Could you copy every record below exactly, leaving out the pictures?

Top of Raw data

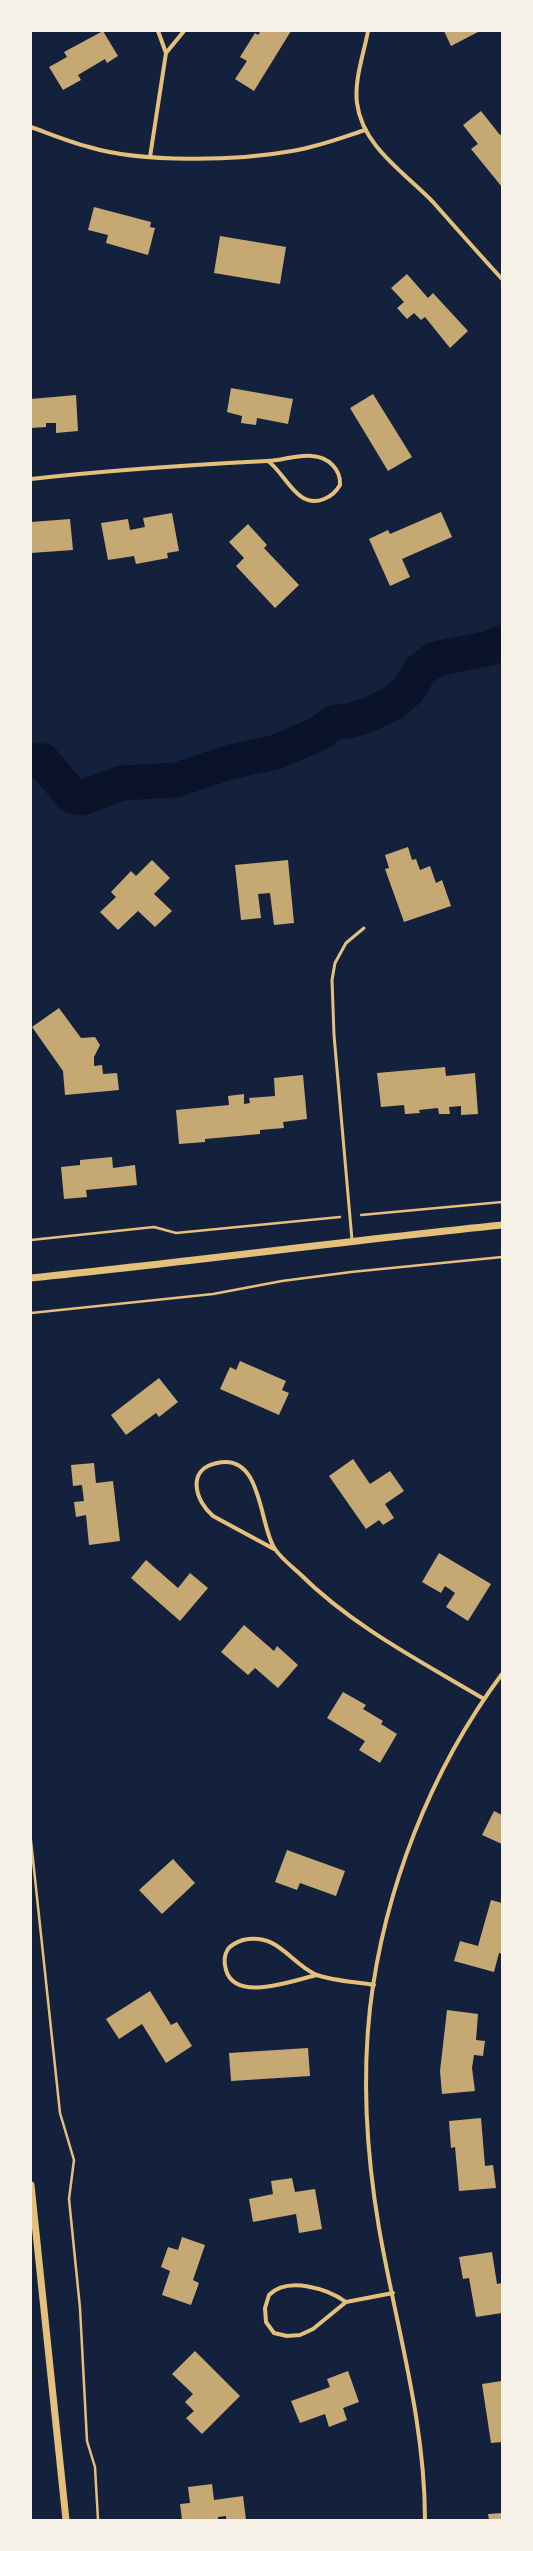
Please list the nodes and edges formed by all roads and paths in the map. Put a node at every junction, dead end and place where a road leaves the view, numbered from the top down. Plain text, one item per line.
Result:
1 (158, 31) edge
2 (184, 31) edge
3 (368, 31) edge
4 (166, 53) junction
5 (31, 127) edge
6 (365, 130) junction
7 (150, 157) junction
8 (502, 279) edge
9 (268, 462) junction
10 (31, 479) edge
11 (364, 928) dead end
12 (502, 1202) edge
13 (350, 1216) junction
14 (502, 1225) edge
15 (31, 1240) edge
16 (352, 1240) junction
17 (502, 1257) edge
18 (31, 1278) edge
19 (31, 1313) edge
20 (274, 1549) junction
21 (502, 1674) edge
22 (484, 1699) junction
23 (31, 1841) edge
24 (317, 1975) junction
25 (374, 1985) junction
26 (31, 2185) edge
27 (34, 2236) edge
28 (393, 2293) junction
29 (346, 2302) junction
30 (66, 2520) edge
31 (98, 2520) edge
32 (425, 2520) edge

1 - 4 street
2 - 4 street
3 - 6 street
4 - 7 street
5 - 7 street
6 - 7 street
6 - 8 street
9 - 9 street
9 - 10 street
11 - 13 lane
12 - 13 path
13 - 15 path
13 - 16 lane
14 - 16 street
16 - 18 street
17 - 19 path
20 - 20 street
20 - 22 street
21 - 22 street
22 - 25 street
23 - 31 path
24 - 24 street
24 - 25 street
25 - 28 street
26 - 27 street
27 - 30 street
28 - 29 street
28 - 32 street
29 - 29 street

Bottom of Raw data

__Solution__:
Please list the nodes and edges formed by all roads and paths in the map. Put a node at every junction, dead end and place where a road leaves the view, numbered from the top down. Plain text, one item per line.
Result:
1 (158, 31) edge
2 (184, 31) edge
3 (368, 31) edge
4 (166, 53) junction
5 (31, 127) edge
6 (365, 130) junction
7 (150, 157) junction
8 (502, 279) edge
9 (268, 462) junction
10 (31, 479) edge
11 (364, 928) dead end
12 (502, 1202) edge
13 (350, 1216) junction
14 (502, 1225) edge
15 (31, 1240) edge
16 (352, 1240) junction
17 (502, 1257) edge
18 (31, 1278) edge
19 (31, 1313) edge
20 (274, 1549) junction
21 (502, 1674) edge
22 (484, 1699) junction
23 (31, 1841) edge
24 (317, 1975) junction
25 (374, 1985) junction
26 (31, 2185) edge
27 (34, 2236) edge
28 (393, 2293) junction
29 (346, 2302) junction
30 (66, 2520) edge
31 (98, 2520) edge
32 (425, 2520) edge

1 - 4 street
2 - 4 street
3 - 6 street
4 - 7 street
5 - 7 street
6 - 7 street
6 - 8 street
9 - 9 street
9 - 10 street
11 - 13 lane
12 - 13 path
13 - 15 path
13 - 16 lane
14 - 16 street
16 - 18 street
17 - 19 path
20 - 20 street
20 - 22 street
21 - 22 street
22 - 25 street
23 - 31 path
24 - 24 street
24 - 25 street
25 - 28 street
26 - 27 street
27 - 30 street
28 - 29 street
28 - 32 street
29 - 29 street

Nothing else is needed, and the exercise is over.